### Problem details:
In the material below, list every line carrying the string "Baird".

### Extracted information:
◇ ◇ ◇ ◇
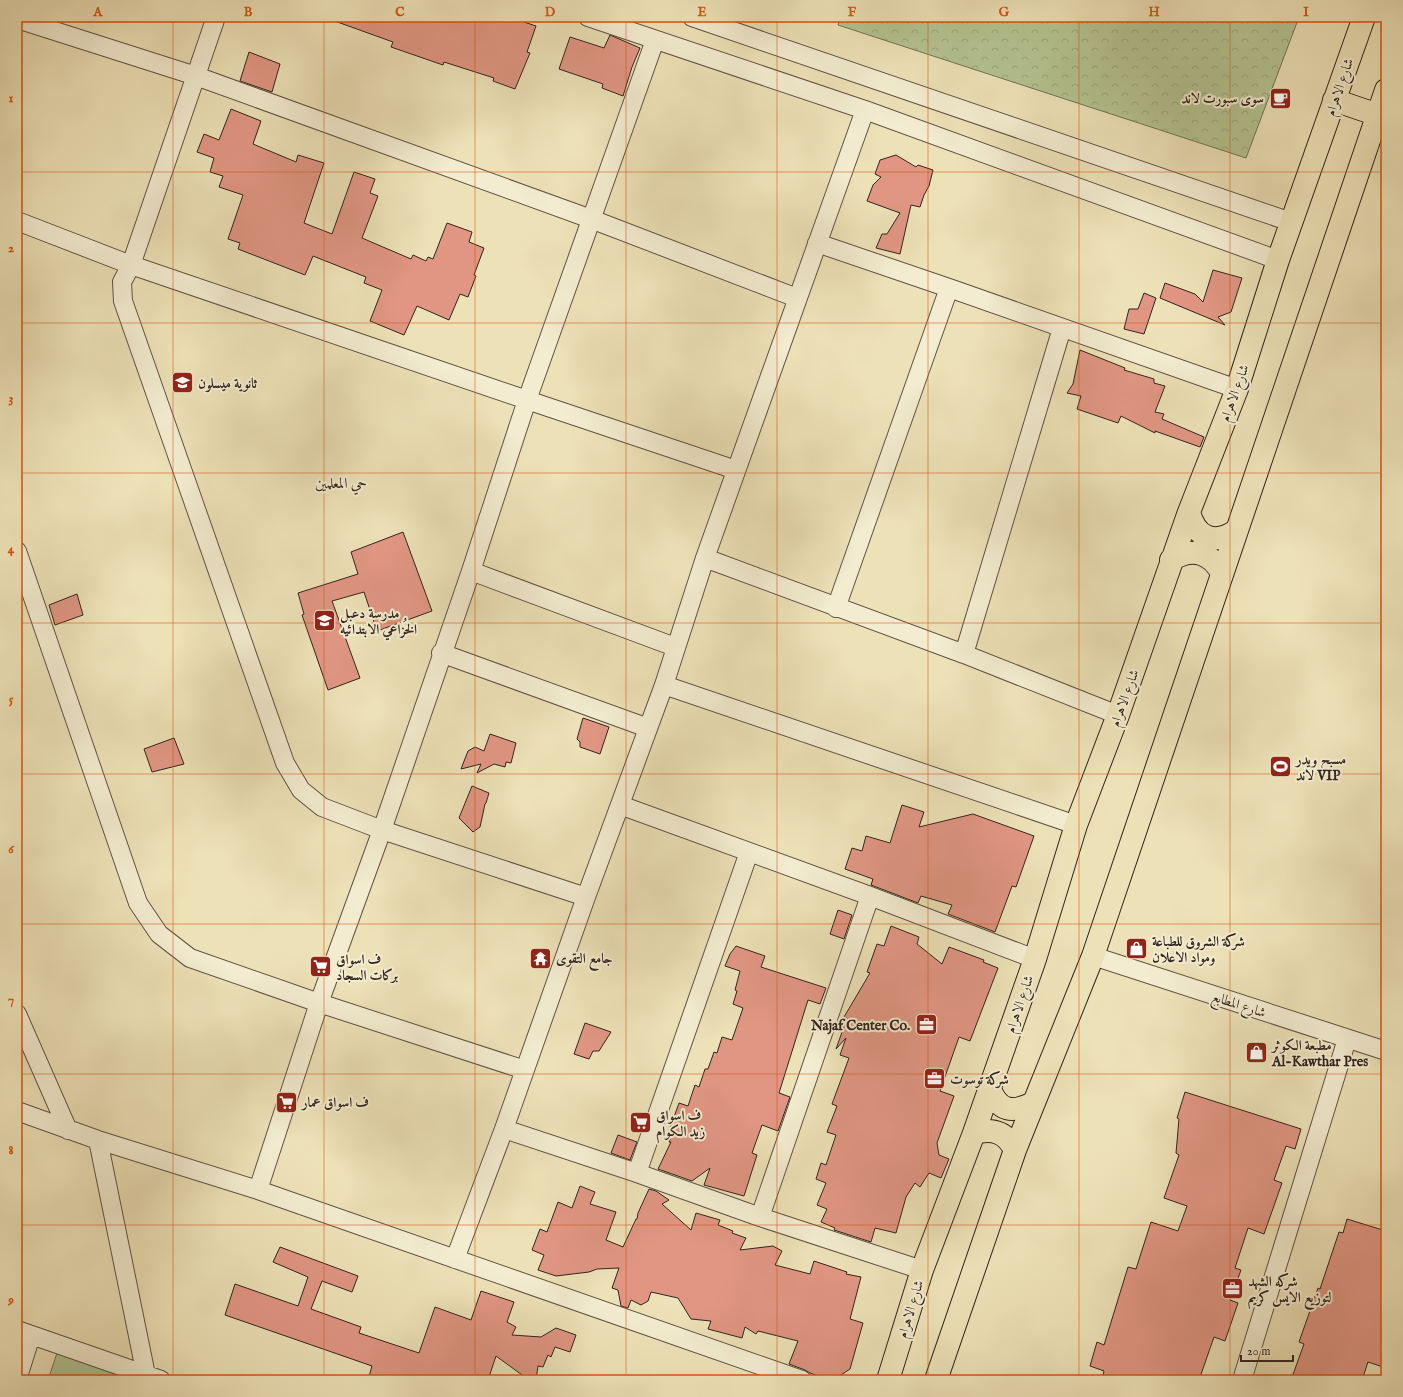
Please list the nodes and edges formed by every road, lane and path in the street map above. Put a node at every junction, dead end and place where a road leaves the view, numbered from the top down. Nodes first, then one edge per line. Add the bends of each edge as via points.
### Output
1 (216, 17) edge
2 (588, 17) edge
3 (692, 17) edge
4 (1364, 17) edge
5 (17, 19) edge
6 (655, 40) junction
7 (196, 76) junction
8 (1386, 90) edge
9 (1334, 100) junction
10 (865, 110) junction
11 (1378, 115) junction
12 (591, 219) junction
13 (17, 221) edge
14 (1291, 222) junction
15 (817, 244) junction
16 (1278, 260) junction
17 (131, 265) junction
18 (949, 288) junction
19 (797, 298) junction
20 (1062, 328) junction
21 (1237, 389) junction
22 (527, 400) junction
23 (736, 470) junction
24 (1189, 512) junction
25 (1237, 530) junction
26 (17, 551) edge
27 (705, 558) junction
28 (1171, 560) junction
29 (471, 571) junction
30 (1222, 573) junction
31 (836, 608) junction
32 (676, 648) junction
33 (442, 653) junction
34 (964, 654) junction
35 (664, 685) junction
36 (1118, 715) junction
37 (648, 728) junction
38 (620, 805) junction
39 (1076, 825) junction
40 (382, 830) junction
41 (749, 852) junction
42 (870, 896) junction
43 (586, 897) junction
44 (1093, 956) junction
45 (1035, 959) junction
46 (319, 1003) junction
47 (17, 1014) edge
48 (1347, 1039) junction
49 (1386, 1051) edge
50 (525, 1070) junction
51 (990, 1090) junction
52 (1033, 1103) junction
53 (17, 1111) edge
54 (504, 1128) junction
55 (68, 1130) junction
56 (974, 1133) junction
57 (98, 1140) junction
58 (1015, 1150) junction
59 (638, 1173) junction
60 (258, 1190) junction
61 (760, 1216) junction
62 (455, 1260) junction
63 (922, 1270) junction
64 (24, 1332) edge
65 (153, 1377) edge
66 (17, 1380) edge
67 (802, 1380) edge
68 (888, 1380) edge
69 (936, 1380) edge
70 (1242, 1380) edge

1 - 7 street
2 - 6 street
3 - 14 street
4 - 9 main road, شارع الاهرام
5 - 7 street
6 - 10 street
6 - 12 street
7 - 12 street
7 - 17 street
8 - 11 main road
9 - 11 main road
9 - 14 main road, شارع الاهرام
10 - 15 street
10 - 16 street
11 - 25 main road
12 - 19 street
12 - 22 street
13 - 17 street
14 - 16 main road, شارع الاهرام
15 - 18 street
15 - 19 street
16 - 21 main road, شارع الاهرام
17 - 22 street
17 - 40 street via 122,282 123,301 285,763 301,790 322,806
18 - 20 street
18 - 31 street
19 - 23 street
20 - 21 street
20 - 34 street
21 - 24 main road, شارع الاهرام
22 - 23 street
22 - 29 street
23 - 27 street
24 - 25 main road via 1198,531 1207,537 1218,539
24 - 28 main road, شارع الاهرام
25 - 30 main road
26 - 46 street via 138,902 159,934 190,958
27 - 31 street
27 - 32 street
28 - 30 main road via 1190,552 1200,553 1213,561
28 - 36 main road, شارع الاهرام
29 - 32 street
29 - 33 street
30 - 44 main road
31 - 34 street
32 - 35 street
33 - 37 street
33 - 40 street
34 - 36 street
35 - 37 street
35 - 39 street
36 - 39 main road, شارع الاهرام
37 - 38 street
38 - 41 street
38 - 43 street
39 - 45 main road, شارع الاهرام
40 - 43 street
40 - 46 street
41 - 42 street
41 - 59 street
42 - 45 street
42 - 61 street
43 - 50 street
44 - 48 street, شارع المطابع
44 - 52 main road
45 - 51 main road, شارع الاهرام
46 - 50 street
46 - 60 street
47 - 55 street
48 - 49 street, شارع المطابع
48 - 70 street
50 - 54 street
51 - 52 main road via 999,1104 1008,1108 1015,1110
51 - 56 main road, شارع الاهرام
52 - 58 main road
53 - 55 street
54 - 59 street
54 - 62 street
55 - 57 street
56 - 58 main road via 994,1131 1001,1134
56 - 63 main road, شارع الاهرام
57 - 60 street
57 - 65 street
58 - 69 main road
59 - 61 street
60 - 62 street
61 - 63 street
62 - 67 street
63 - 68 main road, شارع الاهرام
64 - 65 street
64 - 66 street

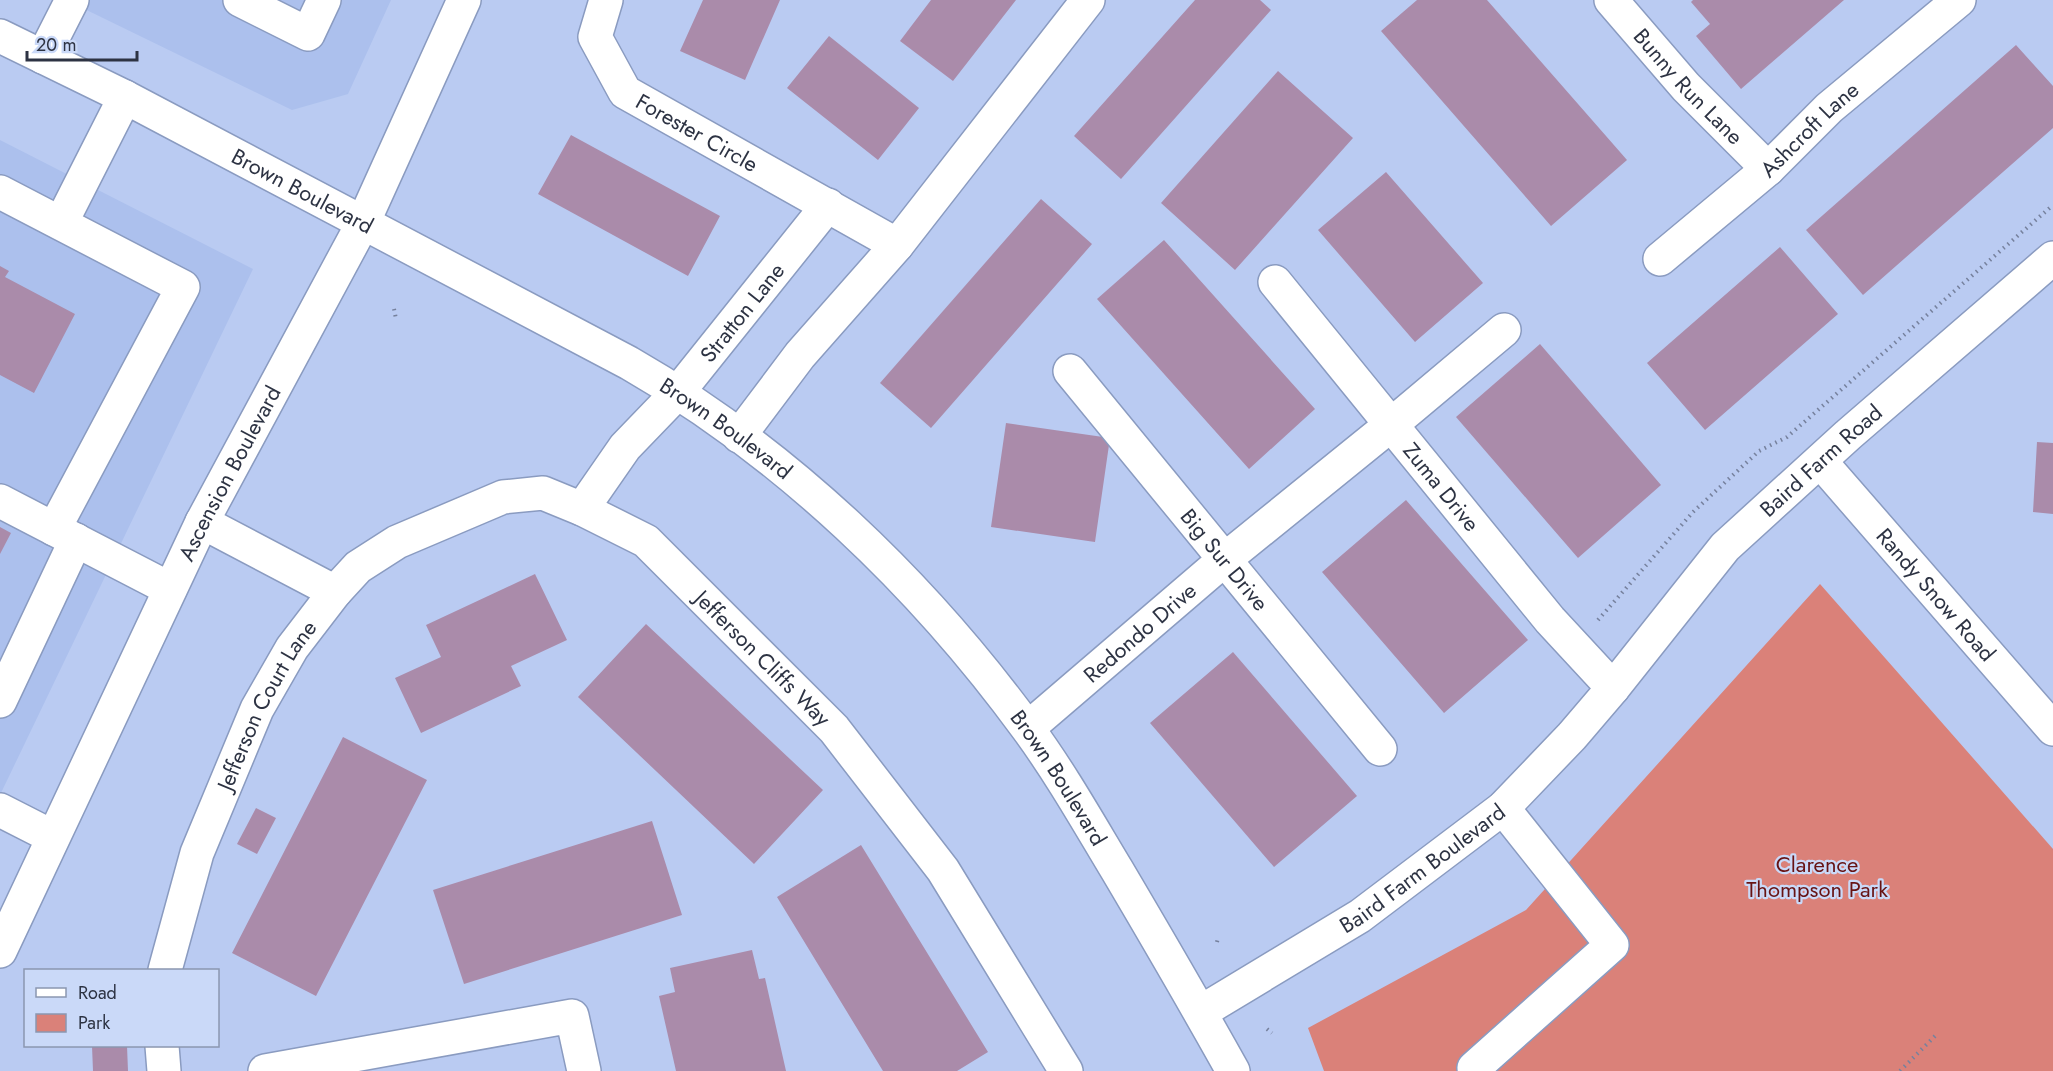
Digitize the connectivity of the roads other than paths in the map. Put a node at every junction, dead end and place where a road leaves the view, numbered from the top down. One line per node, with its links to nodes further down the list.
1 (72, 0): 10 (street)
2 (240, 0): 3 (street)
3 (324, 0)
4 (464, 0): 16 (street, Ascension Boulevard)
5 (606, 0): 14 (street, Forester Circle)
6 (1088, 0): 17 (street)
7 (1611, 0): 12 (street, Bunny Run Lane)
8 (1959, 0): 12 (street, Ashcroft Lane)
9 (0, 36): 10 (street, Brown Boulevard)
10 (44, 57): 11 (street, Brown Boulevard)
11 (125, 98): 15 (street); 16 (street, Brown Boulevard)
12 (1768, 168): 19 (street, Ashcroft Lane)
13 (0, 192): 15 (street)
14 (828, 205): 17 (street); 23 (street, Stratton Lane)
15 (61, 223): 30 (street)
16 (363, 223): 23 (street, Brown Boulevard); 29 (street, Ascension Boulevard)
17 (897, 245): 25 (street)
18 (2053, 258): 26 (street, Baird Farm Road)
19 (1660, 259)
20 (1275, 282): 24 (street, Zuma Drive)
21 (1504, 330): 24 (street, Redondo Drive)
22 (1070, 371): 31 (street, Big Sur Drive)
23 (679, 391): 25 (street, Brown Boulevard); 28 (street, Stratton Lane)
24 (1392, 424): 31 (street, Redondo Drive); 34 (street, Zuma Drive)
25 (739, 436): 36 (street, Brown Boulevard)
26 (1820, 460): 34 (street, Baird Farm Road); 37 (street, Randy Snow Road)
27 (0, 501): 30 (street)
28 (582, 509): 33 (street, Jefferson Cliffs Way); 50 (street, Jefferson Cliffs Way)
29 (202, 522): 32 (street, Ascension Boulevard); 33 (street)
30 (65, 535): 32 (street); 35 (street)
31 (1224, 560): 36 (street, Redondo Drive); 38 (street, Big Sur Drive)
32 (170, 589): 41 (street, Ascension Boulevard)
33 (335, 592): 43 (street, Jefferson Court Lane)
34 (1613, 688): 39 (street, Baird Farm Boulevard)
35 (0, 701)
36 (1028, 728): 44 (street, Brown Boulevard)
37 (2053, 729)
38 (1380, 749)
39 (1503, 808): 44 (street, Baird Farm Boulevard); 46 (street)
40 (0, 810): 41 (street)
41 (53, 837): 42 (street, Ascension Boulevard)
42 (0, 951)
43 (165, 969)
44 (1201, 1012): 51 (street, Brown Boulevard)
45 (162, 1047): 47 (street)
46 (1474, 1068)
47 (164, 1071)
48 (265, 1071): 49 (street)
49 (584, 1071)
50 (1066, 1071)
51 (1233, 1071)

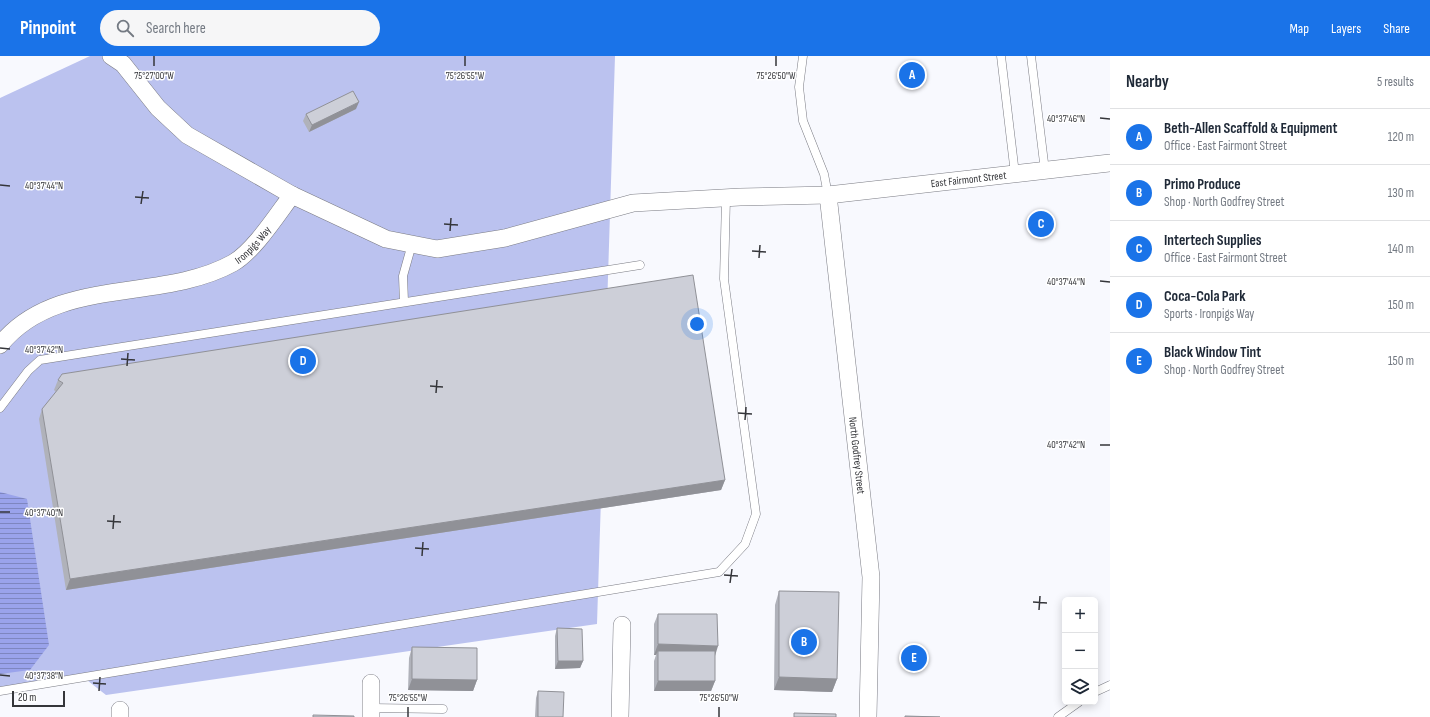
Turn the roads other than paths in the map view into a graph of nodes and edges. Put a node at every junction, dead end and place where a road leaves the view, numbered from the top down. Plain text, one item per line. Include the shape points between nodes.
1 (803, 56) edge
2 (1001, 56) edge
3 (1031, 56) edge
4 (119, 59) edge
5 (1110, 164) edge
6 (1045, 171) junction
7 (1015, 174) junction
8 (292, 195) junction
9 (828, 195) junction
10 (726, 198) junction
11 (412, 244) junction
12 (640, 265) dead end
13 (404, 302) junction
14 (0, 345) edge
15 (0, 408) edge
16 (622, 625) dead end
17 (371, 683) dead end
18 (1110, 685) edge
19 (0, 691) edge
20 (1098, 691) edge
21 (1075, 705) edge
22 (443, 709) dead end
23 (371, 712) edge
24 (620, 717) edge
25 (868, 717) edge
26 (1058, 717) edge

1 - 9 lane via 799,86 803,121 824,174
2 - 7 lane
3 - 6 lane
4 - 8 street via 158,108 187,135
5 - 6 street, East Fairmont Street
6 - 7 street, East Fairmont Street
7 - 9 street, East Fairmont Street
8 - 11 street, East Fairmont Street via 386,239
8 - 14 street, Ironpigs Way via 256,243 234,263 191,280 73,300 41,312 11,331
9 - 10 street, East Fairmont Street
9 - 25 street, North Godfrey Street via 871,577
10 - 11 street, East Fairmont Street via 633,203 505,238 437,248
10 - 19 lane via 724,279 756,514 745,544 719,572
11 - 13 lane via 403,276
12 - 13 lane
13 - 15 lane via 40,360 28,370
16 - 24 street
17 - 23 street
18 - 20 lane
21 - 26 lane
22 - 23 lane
◇ ◇ ◇ ◇
### Exercise response:
18 (2053, 258): 26 (street, Baird Farm Road)
26 (1820, 460): 34 (street, Baird Farm Road); 37 (street, Randy Snow Road)
34 (1613, 688): 39 (street, Baird Farm Boulevard)
39 (1503, 808): 44 (street, Baird Farm Boulevard); 46 (street)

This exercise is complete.